Ketan is linked to another alleged beneficiary of the Manu Manu land fraud, Philip Eludeme. Eludeme is former Chairman of the Central Supply and Tender Board.
Simon Ketan acted for Philip Eludeme and his business associate Jimmy Maladina, in an earlier land deal that would become known as the Waigani land fraud during the famous National Provident Fund Commission of Inquiry.
The Commission of Inquiry alleged that Ketan had removed and falsified evidence before submitting it to the commission, in a bid to protect Maladina.
Ketan would later go on to represent Jimmy Maladina in another land deal found by the courts to be stained by fraud.
That land deal centred on a company PNG Deep Sea Fishing Limited, which Maladina and his wife acquired (Philip Eludeme was a Director of the company from 1996-2010). PNG Deep Sea Fishing had acquired a 99 year state lease over Allotment 5, Section 59, in Alotau. It later turned out the Land Board meeting that granted this lease under the Chairmanship of Sir Ralph Guise, never actually took place.
According to the NPF Commission of Inquiry, Guise, and the then Lands Minister, Fabian Pok ‘were involved in fabricating and gazetting false documents, preparing and signing false Land Board minutes and signing false and fictitious approvals’ (note: Fabian Pok is the third and final high profile individual alleged to have benefited from the Manu Manu land fraud).
Once the fraud became apparent in the state lease award to PNG Deep Sea Fishing, the Milne Bay Provincial Government attempted to regain this illegally acquired property. Maladina launched litigation to frustrate the Provincial Government’s efforts.

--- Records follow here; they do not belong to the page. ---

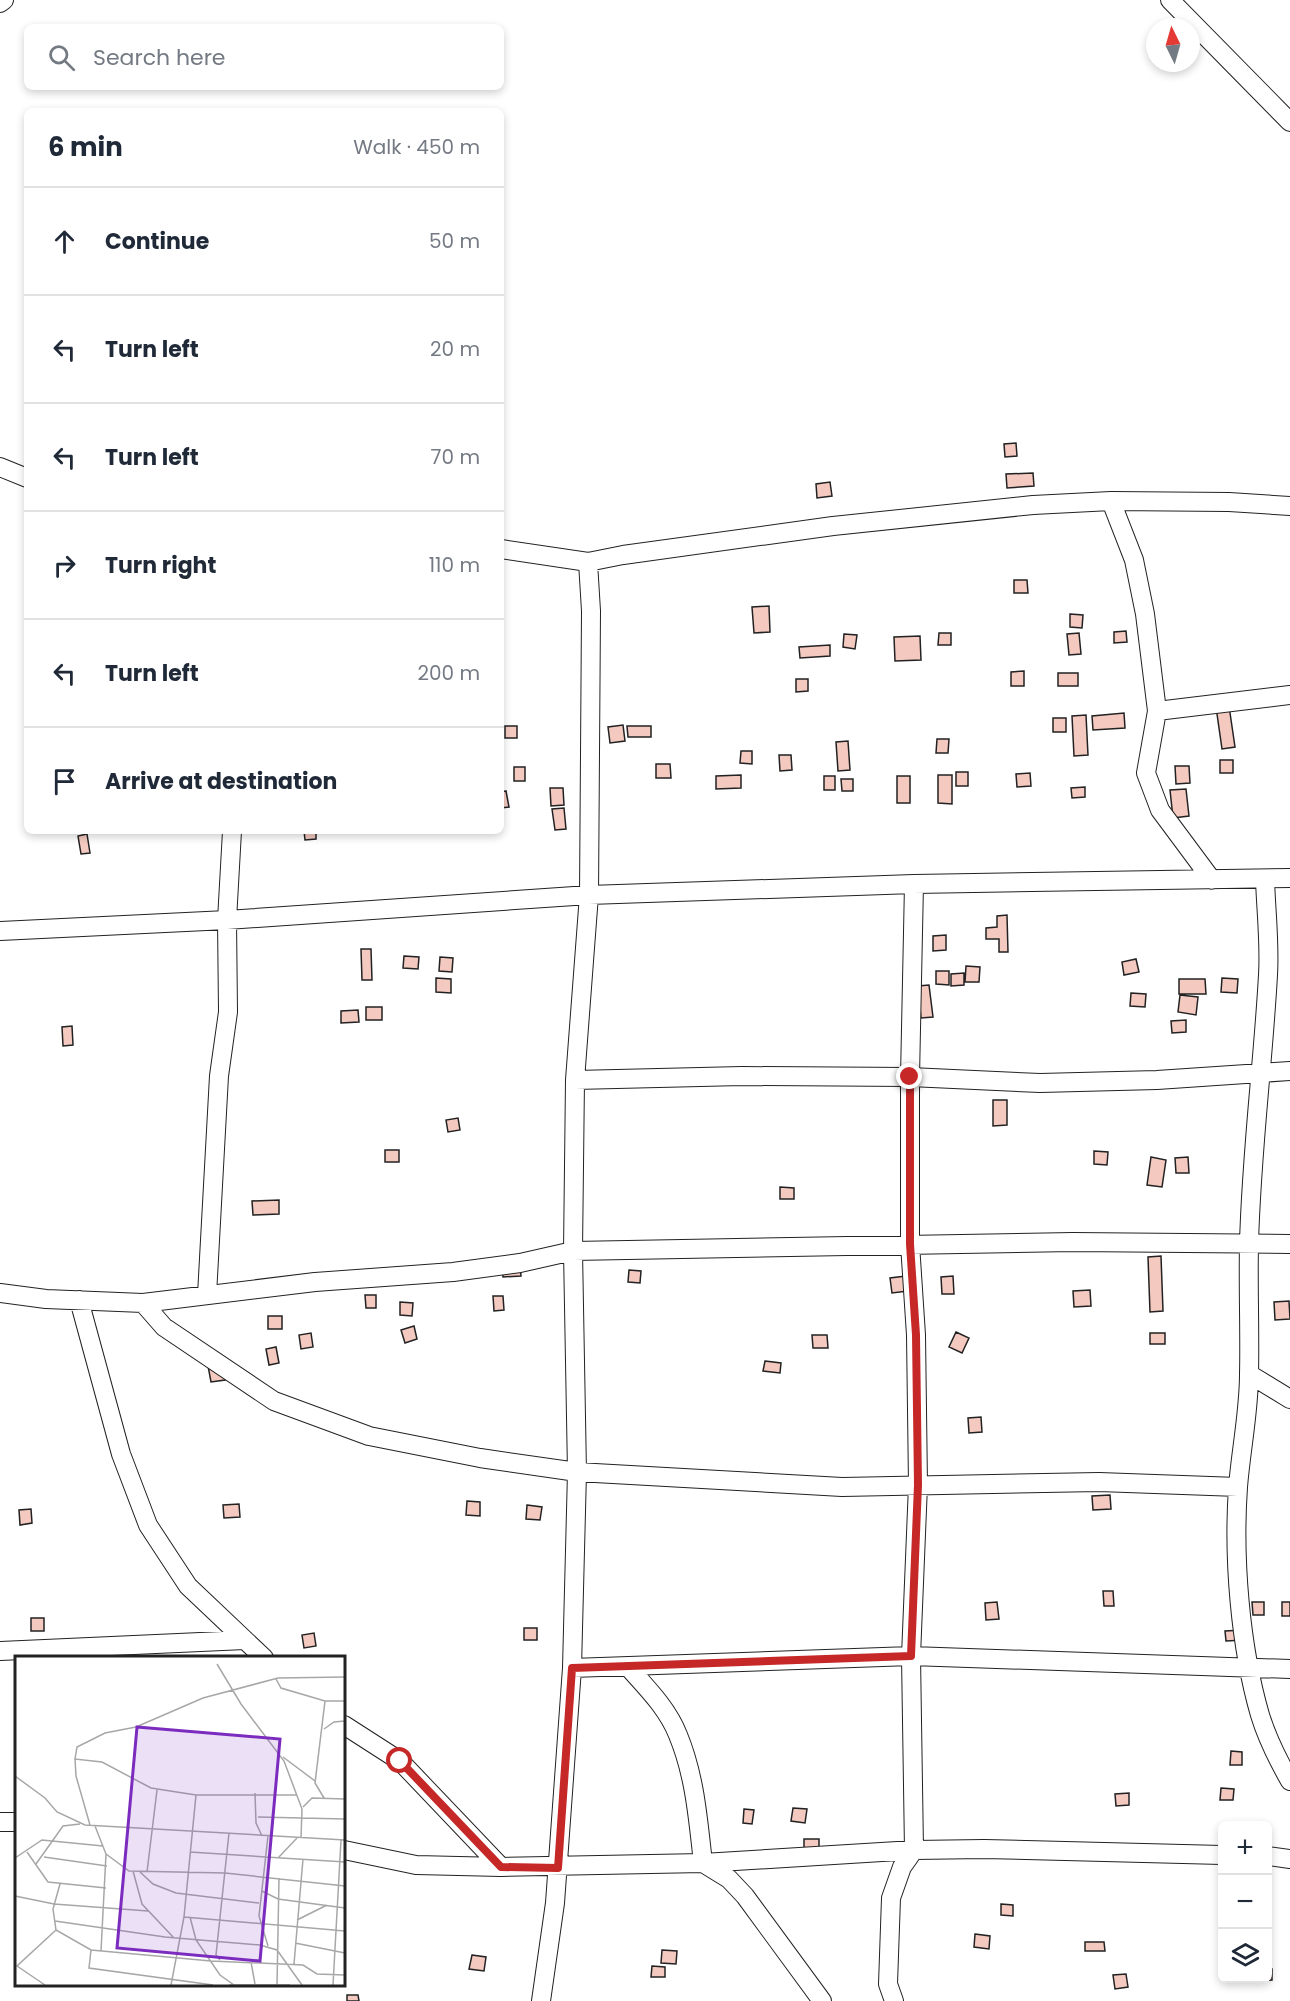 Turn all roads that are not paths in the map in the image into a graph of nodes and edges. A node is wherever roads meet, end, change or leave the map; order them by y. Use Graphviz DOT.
graph roads {
  1 [pos="4,0"];
  2 [pos="1170,0"];
  3 [pos="0,3"];
  4 [pos="1290,122"];
  5 [pos="0,467"];
  6 [pos="24,477"];
  7 [pos="1111,501"];
  8 [pos="1290,506"];
  9 [pos="504,549"];
  10 [pos="588,562"];
  11 [pos="1290,695"];
  12 [pos="1157,711"];
  13 [pos="232,834"];
  14 [pos="1290,878"];
  15 [pos="1265,879"];
  16 [pos="1212,880"];
  17 [pos="914,884"];
  18 [pos="589,895"];
  19 [pos="226,920"];
  20 [pos="0,931"];
  21 [pos="1290,1071"];
  22 [pos="1259,1074"];
  23 [pos="910,1077"];
  24 [pos="575,1080"];
  25 [pos="910,1244"];
  26 [pos="1249,1244"];
  27 [pos="1290,1244"];
  28 [pos="573,1251"];
  29 [pos="0,1293"];
  30 [pos="207,1295"];
  31 [pos="79,1300"];
  32 [pos="143,1303"];
  33 [pos="1250,1374"];
  34 [pos="1290,1399"];
  35 [pos="577,1472"];
  36 [pos="918,1485"];
  37 [pos="1238,1487"];
  38 [pos="245,1640"];
  39 [pos="0,1651"];
  40 [pos="262,1656"];
  41 [pos="911,1656"];
  42 [pos="1249,1667"];
  43 [pos="572,1668"];
  44 [pos="629,1668"];
  45 [pos="1290,1669"];
  46 [pos="345,1726"];
  47 [pos="1290,1781"];
  48 [pos="345,1850"];
  49 [pos="914,1851"];
  50 [pos="1218,1855"];
  51 [pos="1272,1857"];
  52 [pos="1290,1859"];
  53 [pos="703,1863"];
  54 [pos="501,1867"];
  55 [pos="558,1868"];
  56 [pos="542,2001"];
  57 [pos="822,2001"];
  58 [pos="894,2001"];
  1 -- 3 [label="street"];
  2 -- 4 [label="street"];
  5 -- 6 [label="street"];
  7 -- 8 [label="street"];
  7 -- 10 [label="street"];
  7 -- 12 [label="street"];
  9 -- 10 [label="street"];
  10 -- 18 [label="street"];
  11 -- 12 [label="street"];
  12 -- 16 [label="street"];
  13 -- 19 [label="street"];
  14 -- 15 [label="street"];
  15 -- 16 [label="street"];
  15 -- 22 [label="street"];
  16 -- 17 [label="street"];
  17 -- 18 [label="street"];
  17 -- 23 [label="street"];
  18 -- 19 [label="street"];
  18 -- 24 [label="street"];
  19 -- 20 [label="street"];
  19 -- 30 [label="street"];
  21 -- 22 [label="street"];
  22 -- 23 [label="street"];
  22 -- 26 [label="street"];
  23 -- 24 [label="street"];
  23 -- 25 [label="street"];
  24 -- 28 [label="street"];
  25 -- 26 [label="street"];
  25 -- 28 [label="street"];
  25 -- 36 [label="street"];
  26 -- 27 [label="street"];
  26 -- 33 [label="street"];
  28 -- 30 [label="street"];
  28 -- 35 [label="street"];
  29 -- 31 [label="street"];
  30 -- 32 [label="street"];
  31 -- 32 [label="street"];
  31 -- 38 [label="street"];
  32 -- 35 [label="street"];
  33 -- 34 [label="street"];
  33 -- 37 [label="street"];
  35 -- 36 [label="street"];
  35 -- 43 [label="street"];
  36 -- 37 [label="street"];
  36 -- 41 [label="street"];
  37 -- 42 [label="street"];
  38 -- 39 [label="street"];
  38 -- 40 [label="street"];
  41 -- 42 [label="street"];
  41 -- 44 [label="street"];
  41 -- 49 [label="street"];
  42 -- 45 [label="street"];
  42 -- 47 [label="street"];
  43 -- 44 [label="street"];
  43 -- 55 [label="street"];
  44 -- 53 [label="street"];
  46 -- 54 [label="street"];
  48 -- 54 [label="street"];
  49 -- 50 [label="street"];
  49 -- 53 [label="street"];
  49 -- 58 [label="street"];
  51 -- 52 [label="street"];
  53 -- 55 [label="street"];
  53 -- 57 [label="street"];
  54 -- 55 [label="street"];
  55 -- 56 [label="street"];
}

As a result of Maladina’s actions the Milne Bay Provincial Government was dragged through the courts for 7 years.
The Maladinas were represented by Simon Ketan.

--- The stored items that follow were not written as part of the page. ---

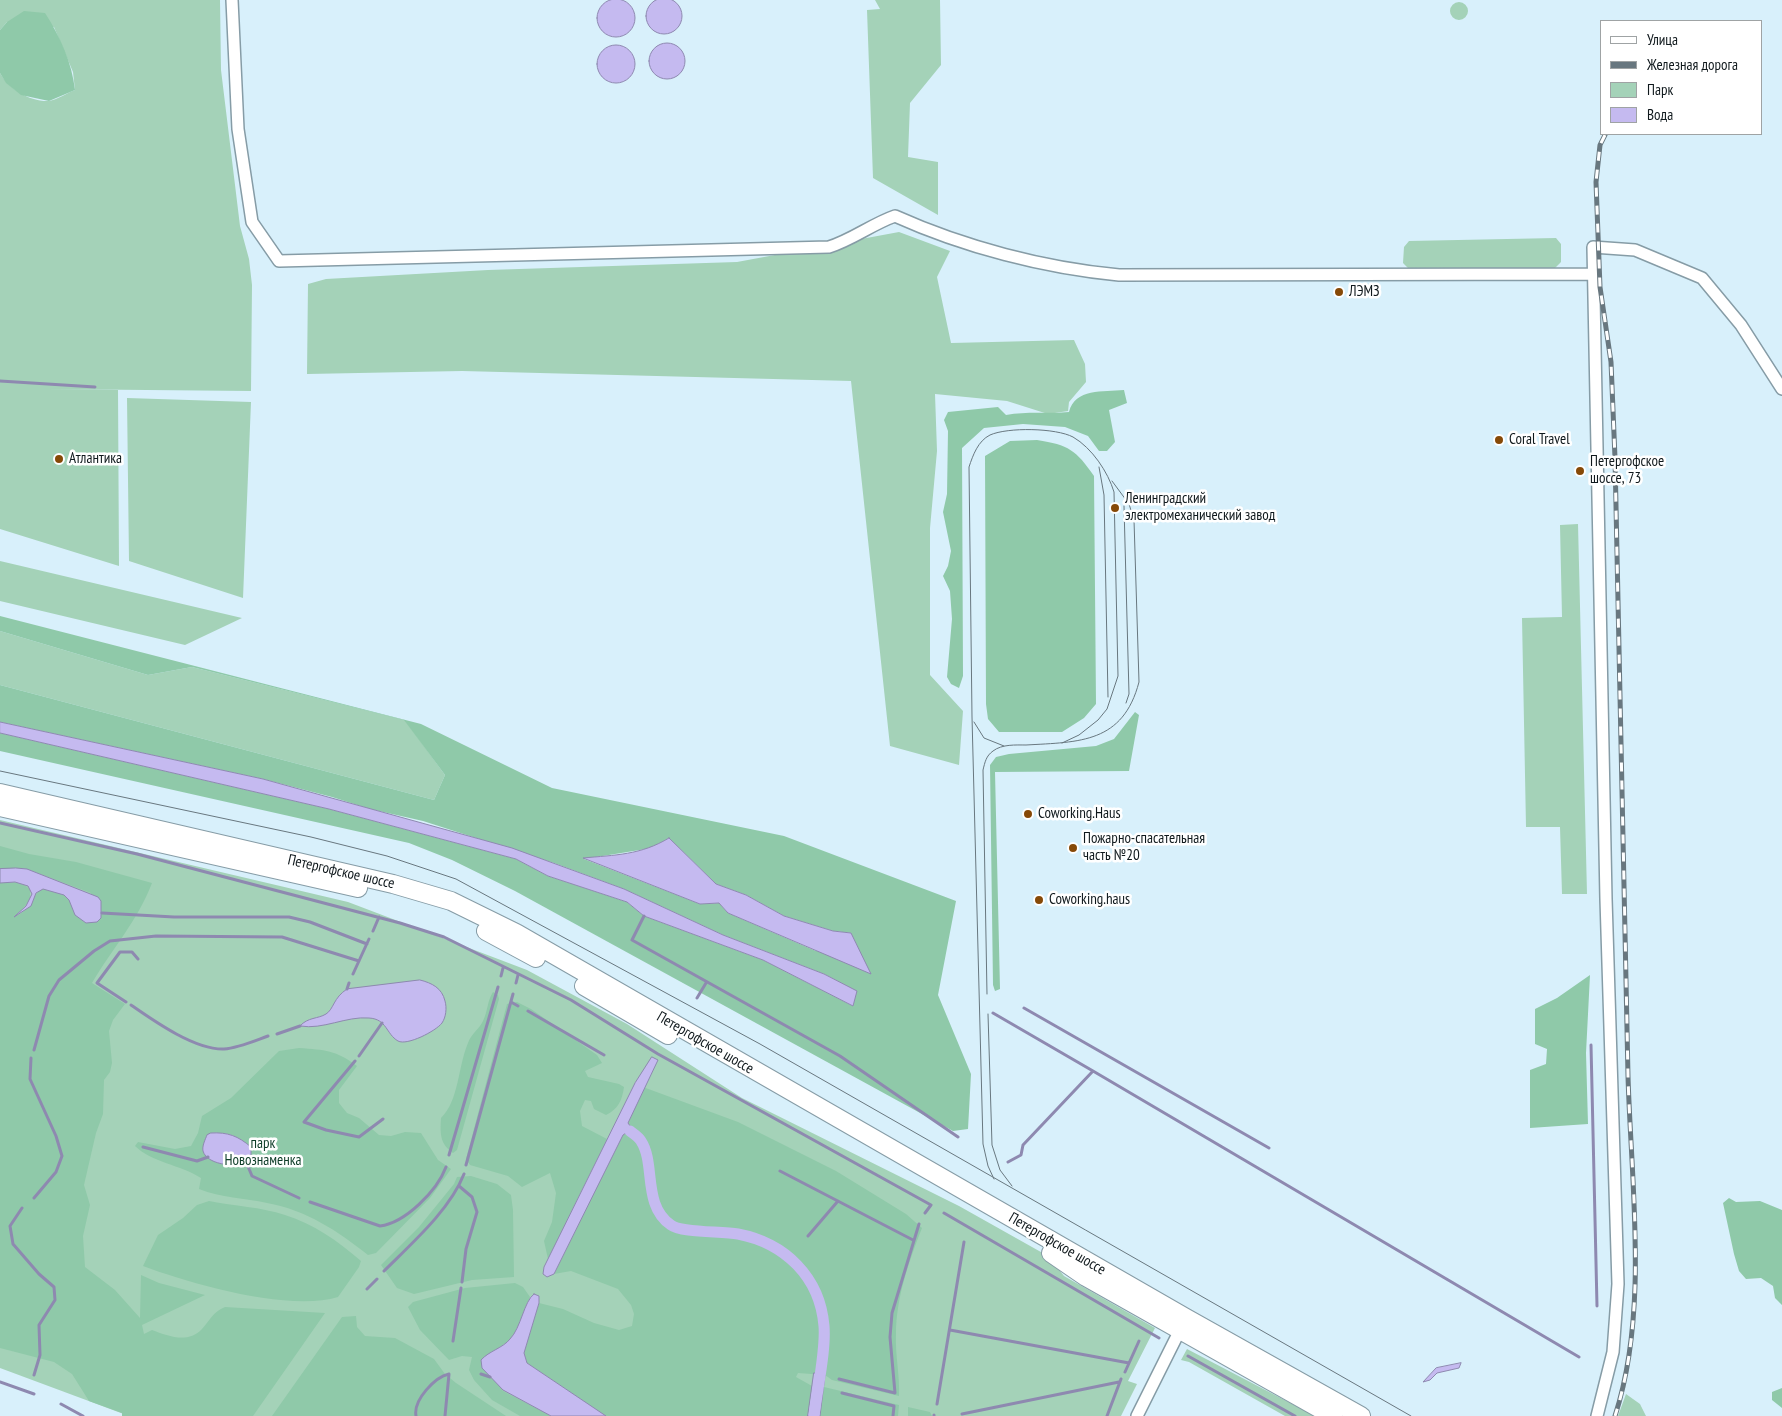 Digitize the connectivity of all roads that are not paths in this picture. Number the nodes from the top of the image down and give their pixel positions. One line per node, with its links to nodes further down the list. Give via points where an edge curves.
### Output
1 (232, 0): 2 (street, via 238,129 252,222 279,261 829,247 896,216 994,251 1088,272 1119,275)
2 (1593, 274): 3 (street, via 1593,247 1616,247 1655,257 1702,278 1741,325); 10 (street, via 1618,1284 1613,1352)
3 (1782, 389)
4 (0, 793): 6 (main road, Петергофское шоссе, via 393,884 468,908 541,947)
5 (0, 807): 6 (main road, Петергофское шоссе, via 385,894 451,914 562,973 1055,1255 1086,1278)
6 (1182, 1325): 7 (street); 8 (main road, Петергофское шоссе); 9 (main road, Петергофское шоссе)
7 (1137, 1416)
8 (1333, 1416)
9 (1361, 1416)
10 (1598, 1416)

Dismissing the case, Deputy Chief Justice Salika was damning of the plaintiffs:
In this case the plaintiff was aware or ought to have been aware that the purported grant of lease over Allotment 5, Section 59, Alotau was not proper or legal in that there was never a Land Board meeting that recommended the grant of the lease. In my view therefore the matter might have been settled between but instead this protracted litigation was commenced and the defendants were put to unnecessary litigation by the plaintiff and made to incur unnecessary costs. Seven (7) years on the plaintiff has now only come to its senses that it could not succeed and now this application to discontinue the proceedings. The proceedings had no merit right at the outset and yet it took some 7 years to put to bed. In the circumstances, I am minded to award costs to the defendants on a Solicitor/Client basis and I so order.
So in addition to acting as the personal lawyer for William Duma, Simon Ketan it appears has also acted for Philip Eludeme, the other key principal alleged to have benefited from the Manu Manu land fraud. In addition Ketan worked for Eludeme associate Jimmy Maladina, an individual implicated in frauds by the court and NPF Commission of Inquiry, and who was said to be the chief adviser to Peter O’Neill, when the latter served as Prime Minister.